Por outro lado, toda a trama expressiva e crítica que o Humor e
suas variantes paradigmáticas contêm e veiculam estão bem presente no folclore
dos povos e culturas, disso até sendo amostra muita rica o caso dos dizeres das
nossas Velhas (que abordei em Heranças da Terra – Leituras de Etnografia e
Outros Textos), enquanto modalidade genericamente filiada numa tradição
remontável às Cantigas de Escárnio e Maldizer.

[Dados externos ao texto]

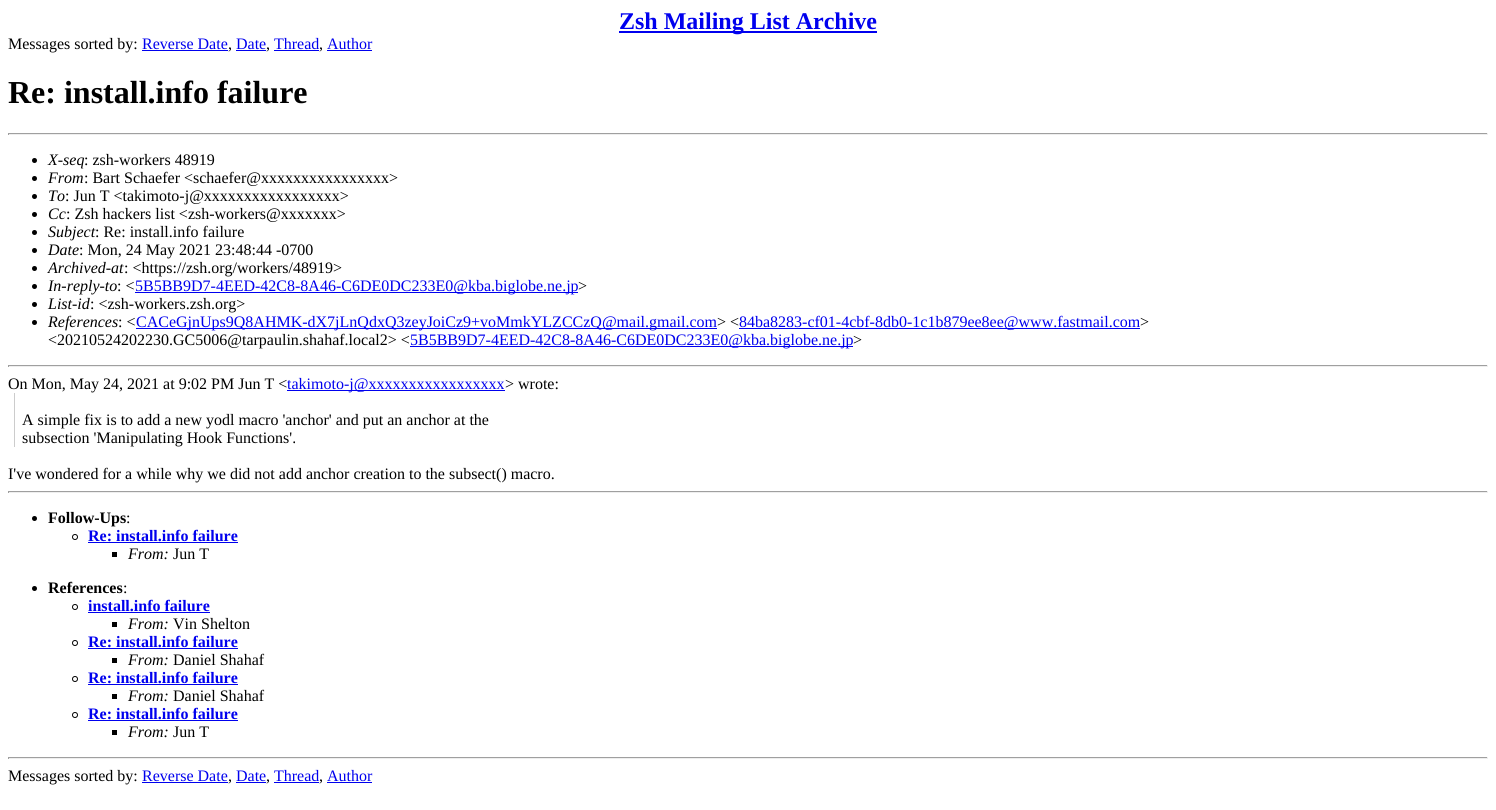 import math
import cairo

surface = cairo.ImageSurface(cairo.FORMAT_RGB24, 1496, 810)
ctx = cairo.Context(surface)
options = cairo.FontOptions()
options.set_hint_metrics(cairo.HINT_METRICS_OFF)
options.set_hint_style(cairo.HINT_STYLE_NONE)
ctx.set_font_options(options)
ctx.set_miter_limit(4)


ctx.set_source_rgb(1, 1, 1)
ctx.paint()
ctx.set_source_rgb(0, 0, 0.933)
ctx.rectangle(619, 31, 258, 2)
ctx.fill()
ctx.select_font_face("Liberation Serif", cairo.FONT_SLANT_NORMAL, cairo.FONT_WEIGHT_BOLD)
ctx.set_font_size(24)
ctx.move_to(619, 29)
ctx.show_text("Zsh Mailing List Archive")
ctx.select_font_face("Liberation Serif")
ctx.set_font_size(16)
ctx.set_source_rgb(0, 0, 0)
ctx.move_to(8, 49)
ctx.show_text("Messages sorted by:")
ctx.set_source_rgb(0, 0, 0.933)
ctx.move_to(142, 49)
ctx.show_text("Reverse Date")
ctx.rectangle(142, 50, 86, 1)
ctx.fill()
ctx.set_source_rgb(0, 0, 0)
ctx.move_to(228, 49)
ctx.show_text(",")
ctx.set_source_rgb(0, 0, 0.933)
ctx.move_to(236, 49)
ctx.show_text("Date")
ctx.rectangle(236, 50, 30, 1)
ctx.fill()
ctx.set_source_rgb(0, 0, 0)
ctx.move_to(266, 49)
ctx.show_text(",")
ctx.set_source_rgb(0, 0, 0.933)
ctx.move_to(274, 49)
ctx.show_text("Thread")
ctx.rectangle(274, 50, 45, 1)
ctx.fill()
ctx.set_source_rgb(0, 0, 0)
ctx.move_to(319, 49)
ctx.show_text(",")
ctx.set_source_rgb(0, 0, 0.933)
ctx.move_to(327, 49)
ctx.show_text("Author")
ctx.rectangle(327, 50, 45, 1)
ctx.fill()
ctx.select_font_face("Liberation Serif", cairo.FONT_SLANT_NORMAL, cairo.FONT_WEIGHT_BOLD)
ctx.set_font_size(32)
ctx.set_source_rgb(0, 0, 0)
ctx.move_to(8, 103)
ctx.show_text("Re: install.info failure")
ctx.set_source_rgb(0.624, 0.624, 0.624)
ctx.rectangle(8, 133, 1480, 1)
ctx.fill()
ctx.set_source_rgb(0.933, 0.933, 0.933)
ctx.rectangle(1487, 133, 1, 2)
ctx.fill()
ctx.rectangle(8, 134, 1480, 1)
ctx.fill()
ctx.set_source_rgb(0.624, 0.624, 0.624)
ctx.rectangle(8, 133, 1, 2)
ctx.fill()
ctx.set_source_rgb(0, 0, 0)
ctx.arc(34.5, 160.5, 2.5, 0, 2 * math.pi)
ctx.fill()
ctx.select_font_face("Liberation Serif", cairo.FONT_SLANT_ITALIC)
ctx.set_font_size(16)
ctx.move_to(48, 165)
ctx.show_text("X-seq")
ctx.select_font_face("Liberation Serif")
ctx.move_to(84, 165)
ctx.show_text(": zsh-workers 48919")
ctx.new_path()
ctx.arc(34.5, 178.5, 2.5, 0, 2 * math.pi)
ctx.fill()
ctx.select_font_face("Liberation Serif", cairo.FONT_SLANT_ITALIC)
ctx.move_to(48, 183)
ctx.show_text("From")
ctx.select_font_face("Liberation Serif")
ctx.move_to(84, 183)
ctx.show_text(": Bart Schaefer <schaefer@xxxxxxxxxxxxxxxx>")
ctx.new_path()
ctx.arc(34.5, 196.5, 2.5, 0, 2 * math.pi)
ctx.fill()
ctx.select_font_face("Liberation Serif", cairo.FONT_SLANT_ITALIC)
ctx.move_to(48, 201)
ctx.show_text("To")
ctx.select_font_face("Liberation Serif")
ctx.move_to(65, 201)
ctx.show_text(": Jun T <takimoto-j@xxxxxxxxxxxxxxxxx>")
ctx.new_path()
ctx.arc(34.5, 214.5, 2.5, 0, 2 * math.pi)
ctx.fill()
ctx.select_font_face("Liberation Serif", cairo.FONT_SLANT_ITALIC)
ctx.move_to(48, 219)
ctx.show_text("Cc")
ctx.select_font_face("Liberation Serif")
ctx.move_to(66, 219)
ctx.show_text(": Zsh hackers list <zsh-workers@xxxxxxx>")
ctx.new_path()
ctx.arc(34.5, 232.5, 2.5, 0, 2 * math.pi)
ctx.fill()
ctx.select_font_face("Liberation Serif", cairo.FONT_SLANT_ITALIC)
ctx.move_to(48, 237)
ctx.show_text("Subject")
ctx.select_font_face("Liberation Serif")
ctx.move_to(95, 237)
ctx.show_text(": Re: install.info failure")
ctx.new_path()
ctx.arc(34.5, 250.5, 2.5, 0, 2 * math.pi)
ctx.fill()
ctx.select_font_face("Liberation Serif", cairo.FONT_SLANT_ITALIC)
ctx.move_to(48, 255)
ctx.show_text("Date")
ctx.select_font_face("Liberation Serif")
ctx.move_to(79, 255)
ctx.show_text(": Mon, 24 May 2021 23:48:44 -0700")
ctx.new_path()
ctx.arc(34.5, 268.5, 2.5, 0, 2 * math.pi)
ctx.fill()
ctx.select_font_face("Liberation Serif", cairo.FONT_SLANT_ITALIC)
ctx.move_to(48, 273)
ctx.show_text("Archived-at")
ctx.select_font_face("Liberation Serif")
ctx.move_to(124, 273)
ctx.show_text(": <https://zsh.org/workers/48919>")
ctx.new_path()
ctx.arc(34.5, 286.5, 2.5, 0, 2 * math.pi)
ctx.fill()
ctx.select_font_face("Liberation Serif", cairo.FONT_SLANT_ITALIC)
ctx.move_to(48, 291)
ctx.show_text("In-reply-to")
ctx.select_font_face("Liberation Serif")
ctx.move_to(117, 291)
ctx.show_text(": <")
ctx.set_source_rgb(0, 0, 0.933)
ctx.rectangle(135, 292, 443, 1)
ctx.fill()
ctx.move_to(135, 291)
ctx.show_text("5B5BB9D7-4EED-42C8-8A46-C6DE0DC233E0@kba.biglobe.ne.jp")
ctx.set_source_rgb(0, 0, 0)
ctx.move_to(578, 291)
ctx.show_text(">")
ctx.new_path()
ctx.arc(34.5, 304.5, 2.5, 0, 2 * math.pi)
ctx.fill()
ctx.select_font_face("Liberation Serif", cairo.FONT_SLANT_ITALIC)
ctx.move_to(48, 309)
ctx.show_text("List-id")
ctx.select_font_face("Liberation Serif")
ctx.move_to(90, 309)
ctx.show_text(": <zsh-workers.zsh.org>")
ctx.new_path()
ctx.arc(34.5, 322.5, 2.5, 0, 2 * math.pi)
ctx.fill()
ctx.select_font_face("Liberation Serif", cairo.FONT_SLANT_ITALIC)
ctx.move_to(48, 327)
ctx.show_text("References")
ctx.select_font_face("Liberation Serif")
ctx.move_to(118, 327)
ctx.show_text(": <")
ctx.set_source_rgb(0, 0, 0.933)
ctx.rectangle(136, 328, 581, 1)
ctx.fill()
ctx.move_to(136, 327)
ctx.show_text("CACeGjnUps9Q8AHMK-dX7jLnQdxQ3zeyJoiCz9+voMmkYLZCCzQ@mail.gmail.com")
ctx.set_source_rgb(0, 0, 0)
ctx.move_to(717, 327)
ctx.show_text("> <")
ctx.set_source_rgb(0, 0, 0.933)
ctx.rectangle(739, 328, 401, 1)
ctx.fill()
ctx.move_to(739, 327)
ctx.show_text("84ba8283-cf01-4cbf-8db0-1c1b879ee8ee@www.fastmail.com")
ctx.set_source_rgb(0, 0, 0)
ctx.move_to(1140, 327)
ctx.show_text(">")
ctx.move_to(48, 345)
ctx.show_text("<20210524202230.GC5006@tarpaulin.shahaf.local2> <")
ctx.set_source_rgb(0, 0, 0.933)
ctx.rectangle(410, 346, 443, 1)
ctx.fill()
ctx.move_to(410, 345)
ctx.show_text("5B5BB9D7-4EED-42C8-8A46-C6DE0DC233E0@kba.biglobe.ne.jp")
ctx.set_source_rgb(0, 0, 0)
ctx.move_to(853, 345)
ctx.show_text(">")
ctx.set_source_rgb(0.624, 0.624, 0.624)
ctx.rectangle(8, 365, 1480, 1)
ctx.fill()
ctx.set_source_rgb(0.933, 0.933, 0.933)
ctx.rectangle(1487, 365, 1, 2)
ctx.fill()
ctx.rectangle(8, 366, 1480, 1)
ctx.fill()
ctx.set_source_rgb(0.624, 0.624, 0.624)
ctx.rectangle(8, 365, 1, 2)
ctx.fill()
ctx.set_source_rgb(0, 0, 0)
ctx.move_to(8, 389)
ctx.show_text("On Mon, May 24, 2021 at 9:02 PM Jun T <")
ctx.set_source_rgb(0, 0, 0.933)
ctx.rectangle(287, 390, 218, 1)
ctx.fill()
ctx.move_to(287, 389)
ctx.show_text("takimoto-j@xxxxxxxxxxxxxxxxx")
ctx.set_source_rgb(0, 0, 0)
ctx.move_to(505, 389)
ctx.show_text("> wrote:")
ctx.set_source_rgb(0.8, 0.8, 0.8)
ctx.rectangle(14, 393, 1, 54)
ctx.fill()
ctx.set_source_rgb(0, 0, 0)
ctx.move_to(22, 425)
ctx.show_text("A simple fix is to add a new yodl macro 'anchor' and put an anchor at the")
ctx.move_to(22, 443)
ctx.show_text("subsection 'Manipulating Hook Functions'.")
ctx.move_to(8, 479)
ctx.show_text("I've wondered for a while why we did not add anchor creation to the subsect() macro.")
ctx.set_source_rgb(0.624, 0.624, 0.624)
ctx.rectangle(8, 491, 1480, 1)
ctx.fill()
ctx.set_source_rgb(0.933, 0.933, 0.933)
ctx.rectangle(1487, 491, 1, 2)
ctx.fill()
ctx.rectangle(8, 492, 1480, 1)
ctx.fill()
ctx.set_source_rgb(0.624, 0.624, 0.624)
ctx.rectangle(8, 491, 1, 2)
ctx.fill()
ctx.set_source_rgb(0, 0, 0)
ctx.arc(34.5, 518.5, 2.5, 0, 2 * math.pi)
ctx.fill()
ctx.select_font_face("Liberation Serif", cairo.FONT_SLANT_NORMAL, cairo.FONT_WEIGHT_BOLD)
ctx.move_to(48, 523)
ctx.show_text("Follow-Ups")
ctx.select_font_face("Liberation Serif")
ctx.move_to(126, 523)
ctx.show_text(":")
ctx.new_path()
ctx.arc(75, 537, 2.5, 0, 2 * math.pi)
ctx.set_line_width(1)
ctx.stroke()
ctx.select_font_face("Liberation Serif", cairo.FONT_SLANT_NORMAL, cairo.FONT_WEIGHT_BOLD)
ctx.set_source_rgb(0, 0, 0.933)
ctx.move_to(88, 541)
ctx.show_text("Re: install.info failure")
ctx.rectangle(88, 542, 150, 1)
ctx.fill()
ctx.set_source_rgb(0, 0, 0)
ctx.rectangle(112, 552, 5, 5)
ctx.fill()
ctx.select_font_face("Liberation Serif", cairo.FONT_SLANT_ITALIC)
ctx.move_to(128, 559)
ctx.show_text("From:")
ctx.select_font_face("Liberation Serif")
ctx.move_to(173, 559)
ctx.show_text("Jun T")
ctx.new_path()
ctx.arc(34.5, 588.5, 2.5, 0, 2 * math.pi)
ctx.fill()
ctx.select_font_face("Liberation Serif", cairo.FONT_SLANT_NORMAL, cairo.FONT_WEIGHT_BOLD)
ctx.move_to(48, 593)
ctx.show_text("References")
ctx.select_font_face("Liberation Serif")
ctx.move_to(123, 593)
ctx.show_text(":")
ctx.new_path()
ctx.arc(75, 607, 2.5, 0, 2 * math.pi)
ctx.stroke()
ctx.select_font_face("Liberation Serif", cairo.FONT_SLANT_NORMAL, cairo.FONT_WEIGHT_BOLD)
ctx.set_source_rgb(0, 0, 0.933)
ctx.move_to(88, 611)
ctx.show_text("install.info failure")
ctx.rectangle(88, 612, 122, 1)
ctx.fill()
ctx.set_source_rgb(0, 0, 0)
ctx.rectangle(112, 622, 5, 5)
ctx.fill()
ctx.select_font_face("Liberation Serif", cairo.FONT_SLANT_ITALIC)
ctx.move_to(128, 629)
ctx.show_text("From:")
ctx.select_font_face("Liberation Serif")
ctx.move_to(173, 629)
ctx.show_text("Vin Shelton")
ctx.new_path()
ctx.arc(75, 643, 2.5, 0, 2 * math.pi)
ctx.stroke()
ctx.select_font_face("Liberation Serif", cairo.FONT_SLANT_NORMAL, cairo.FONT_WEIGHT_BOLD)
ctx.set_source_rgb(0, 0, 0.933)
ctx.move_to(88, 647)
ctx.show_text("Re: install.info failure")
ctx.rectangle(88, 648, 150, 1)
ctx.fill()
ctx.set_source_rgb(0, 0, 0)
ctx.rectangle(112, 658, 5, 5)
ctx.fill()
ctx.select_font_face("Liberation Serif", cairo.FONT_SLANT_ITALIC)
ctx.move_to(128, 665)
ctx.show_text("From:")
ctx.select_font_face("Liberation Serif")
ctx.move_to(173, 665)
ctx.show_text("Daniel Shahaf")
ctx.new_path()
ctx.arc(75, 679, 2.5, 0, 2 * math.pi)
ctx.stroke()
ctx.select_font_face("Liberation Serif", cairo.FONT_SLANT_NORMAL, cairo.FONT_WEIGHT_BOLD)
ctx.set_source_rgb(0, 0, 0.933)
ctx.move_to(88, 683)
ctx.show_text("Re: install.info failure")
ctx.rectangle(88, 684, 150, 1)
ctx.fill()
ctx.set_source_rgb(0, 0, 0)
ctx.rectangle(112, 694, 5, 5)
ctx.fill()
ctx.select_font_face("Liberation Serif", cairo.FONT_SLANT_ITALIC)
ctx.move_to(128, 701)
ctx.show_text("From:")
ctx.select_font_face("Liberation Serif")
ctx.move_to(173, 701)
ctx.show_text("Daniel Shahaf")
ctx.new_path()
ctx.arc(75, 715, 2.5, 0, 2 * math.pi)
ctx.stroke()
ctx.select_font_face("Liberation Serif", cairo.FONT_SLANT_NORMAL, cairo.FONT_WEIGHT_BOLD)
ctx.set_source_rgb(0, 0, 0.933)
ctx.move_to(88, 719)
ctx.show_text("Re: install.info failure")
ctx.rectangle(88, 720, 150, 1)
ctx.fill()
ctx.set_source_rgb(0, 0, 0)
ctx.rectangle(112, 730, 5, 5)
ctx.fill()
ctx.select_font_face("Liberation Serif", cairo.FONT_SLANT_ITALIC)
ctx.move_to(128, 737)
ctx.show_text("From:")
ctx.select_font_face("Liberation Serif")
ctx.move_to(173, 737)
ctx.show_text("Jun T")
ctx.set_source_rgb(0.624, 0.624, 0.624)
ctx.rectangle(8, 757, 1480, 1)
ctx.fill()
ctx.set_source_rgb(0.933, 0.933, 0.933)
ctx.rectangle(1487, 757, 1, 2)
ctx.fill()
ctx.rectangle(8, 758, 1480, 1)
ctx.fill()
ctx.set_source_rgb(0.624, 0.624, 0.624)
ctx.rectangle(8, 757, 1, 2)
ctx.fill()
ctx.set_source_rgb(0, 0, 0)
ctx.move_to(8, 781)
ctx.show_text("Messages sorted by:")
ctx.set_source_rgb(0, 0, 0.933)
ctx.move_to(142, 781)
ctx.show_text("Reverse Date")
ctx.rectangle(142, 782, 86, 1)
ctx.fill()
ctx.set_source_rgb(0, 0, 0)
ctx.move_to(228, 781)
ctx.show_text(",")
ctx.set_source_rgb(0, 0, 0.933)
ctx.move_to(236, 781)
ctx.show_text("Date")
ctx.rectangle(236, 782, 30, 1)
ctx.fill()
ctx.set_source_rgb(0, 0, 0)
ctx.move_to(266, 781)
ctx.show_text(",")
ctx.set_source_rgb(0, 0, 0.933)
ctx.move_to(274, 781)
ctx.show_text("Thread")
ctx.rectangle(274, 782, 45, 1)
ctx.fill()
ctx.set_source_rgb(0, 0, 0)
ctx.move_to(319, 781)
ctx.show_text(",")
ctx.set_source_rgb(0, 0, 0.933)
ctx.move_to(327, 781)
ctx.show_text("Author")
ctx.rectangle(327, 782, 45, 1)
ctx.fill()
surface.write_to_png("page.png")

E é assim, conforme mais salientei,
serem intenção ou intencionalidade de As
Velhas a sátira de casos, vivências e situações individuais ou comunitárias
transpostas para uma ou várias insólitas
ocorrências aonde um certo teatro de costumes, gestos e falas é sintetizado
numa relação ou tendencial relacionamento entre pessoas (homens e mulheres idosas),
desenhando-se aí uma dupla cena-padrão envolvendo um jogo imagético, libidinal e amoroso de absurdo e de desejo, sendo também o
mesmo suportado por uma lógica de duplo
sentido que efectua uma transgressão
do registo normalizado das morais e das linguagens socialmente avalizadas e
toleradas...
2. Vem isto também a propósito de um programa – intitulado Melhor do que Falecer – da autoria de
Ricardo Araújo Pereira (RAP), figurinha estelar do nacional-humorismo em voga e
alta cotação nos canais da TV que encharca o País com as suas criatividades espirituosas...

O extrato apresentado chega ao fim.